Students may notice a little extra bounce in their steps when they visit the playground at Rexford-Longfellow Elementary this year. The old wood chips have been removed, and new rubber chips have been installed.
"The idea to change from wood to rubber began a few years back," explained Principal Kris Strauman. "We've had issues with weeds, rotting wood chips, and ground hornets. We have to add chips every year, and it's not the best surface for kids. The wood chips freeze together in the winter, creating a very hard surface. We wanted to switch to rubber chips for safety's sake, because we had kids falling and getting hurt on a regular basis."
Strauman explained that last year's Parent Teacher Organization (PTO) President Cara Baum was looking for a project that the PTO could help complete. Strauman brought a sample of the rubber chips to a PTO meeting, and discussed the benefits of making the switch. In May, Brenda Hoffman took over as PTO president, and members voted to give $10,000 to the project. PTO parents involved in the project included Baum, Hoffman, Virginia Ritchie, and Karlie Jaensch.
"After doing some research, we learned that we would need 84 tons of rubber chips to cover our very large playground area," said Strauman. "One quote we received was $55,000 for the rubber only, no delivery included."
After continuing to research options, Strauman found Rubber Safe Playgrounds, a business based out of Illinois.

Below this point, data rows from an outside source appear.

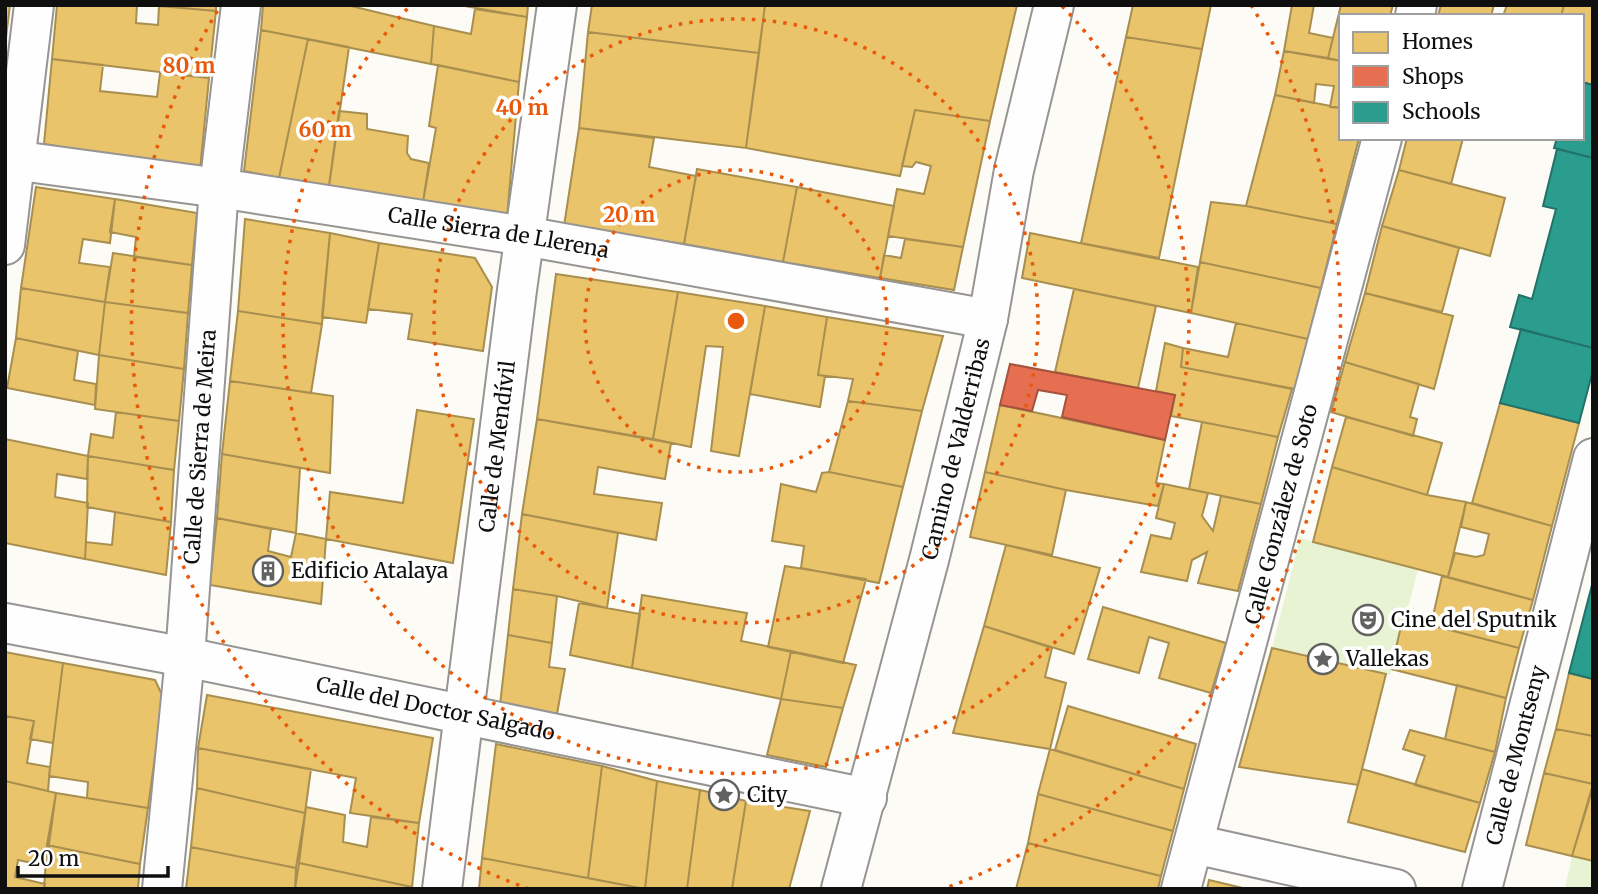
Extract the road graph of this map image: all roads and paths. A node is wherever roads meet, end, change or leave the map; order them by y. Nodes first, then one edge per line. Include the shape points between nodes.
1 (34, 5) edge
2 (241, 5) edge
3 (557, 5) edge
4 (1054, 5) edge
5 (1381, 140) edge
6 (11, 160) edge
7 (219, 188) junction
8 (524, 236) junction
9 (5, 244) edge
10 (988, 319) junction
11 (1593, 458) edge
12 (5, 623) edge
13 (185, 657) junction
14 (464, 716) junction
15 (867, 798) junction
16 (1194, 844) junction
17 (162, 889) edge
18 (442, 889) edge
19 (841, 889) edge
20 (1181, 889) edge
21 (1396, 889) edge
22 (1482, 889) edge

1 - 6 street
2 - 7 street, Calle de Sierra de Meira
3 - 8 street, Calle de Mendívil
4 - 10 street, Camino de Valderribas via 1014,170
5 - 16 street, Calle González de Soto
6 - 7 street, Calle Sierra de Llerena
6 - 9 street
7 - 8 street, Calle Sierra de Llerena
7 - 13 street, Calle de Sierra de Meira
8 - 10 street, Calle Sierra de Llerena
8 - 14 street, Calle de Mendívil
10 - 15 street, Camino de Valderribas
11 - 22 street, Calle de Montseny
12 - 13 street, Calle del Doctor Salgado
13 - 14 street, Calle del Doctor Salgado
13 - 17 street, Calle de Sierra de Meira
14 - 15 street, Calle del Doctor Salgado
14 - 18 street, Calle de Mendívil
15 - 19 street, Camino de Valderribas
16 - 20 street, Calle González de Soto
16 - 21 street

Building and Grounds Supervisor Steve Reinke measured every dimension of the playground and sent a map to the company, along with photos taken by Strauman. The company confirmed that 84 tons would be needed, and offered to deliver that amount for a total cost of $23,640.
"I went back and talked to the PTO about it, and they agreed to devote future fundraisers to this project. This year's PTO fundraiser will help pay the balance," said Strauman.
Once the rubber chip purchase agreement had been reached, Strauman learned that a special heavy-duty felt lining had to be installed after the old wood chips had been removed. New edging was also installed in conjunction with the project.
"On Aug. 8, the first delivery of the rubber chips arrived," Strauman said. "That was a day or two earlier than what they had told us, so we weren't quite ready, but Toby Kersten helped us out by hauling away the old wood chips. We had piles of old wood chips, along with all the old felt lining, and Toby helped haul it all away."
The rubber chips came by the semi load, with four trucks dumping the chips at the playground. Marty Hartleben headed up the grounds crew that spread the rubber chips evenly over the playground. Assisting Hartleben were Tim Loberg, Craig Messner, and Reinke. Summer workers, who are also former students, also helped with the project. Those workers included Jesse Wiley, Colin Moon, Chase Kriewaldt, and Kevin Supanich.
Workers moved the rubber chips with wheelbarrows, the district's motorized cart, and a small front-end loader. The rubber chips were spread evenly using rakes.
Strauman said the new rubber chips bring many advantages.
"These chips don't attract bugs, weeds can't grow in them, they never freeze, and they never disintegrate," stated Strauman. "It's also very bouncy and provides more cushion for students. I contacted 10 other school districts in Wisconsin who have switched to rubber chips, and 10 out of 10 said they wish they had done it many years ago. They reported that broken bone injuries went down to zero after the rubber chips had been installed."
Strauman said the black rubber is not supposed to rub off on clothing or skin as students play on it, but asked parents not to send kids to school in new, light colored clothing until after a few good rains have washed any residue down beneath the surface.
After the new rubber chips were installed, Hoffman and several Rexford-Longfellow students, including the sixth grade Girl Scout Troop 2286, worked to repaint the games and other markings on the pavement adjacent to the playground. Those students included Myles Bartelt, Keagan Bartelt, Grace Bartelt, Riley Jaensch, Isaac Jaensch, Lucas Jaensch, Peyton Meyer, Logan Meyer, Keegan Meyer, Alyssa Ritchie, and Alexis Acevedo.
"It was lots of work to get it organized, and it took two days to complete the repainting project," Hoffman explained. "But the kids had fun with it. It may not be a perfect masterpiece, but it was done by kids, for kids."
Strauman praised the students for their hard work, and said she is looking forward to a fun and safe school year at the Rexford-Longfellow playground.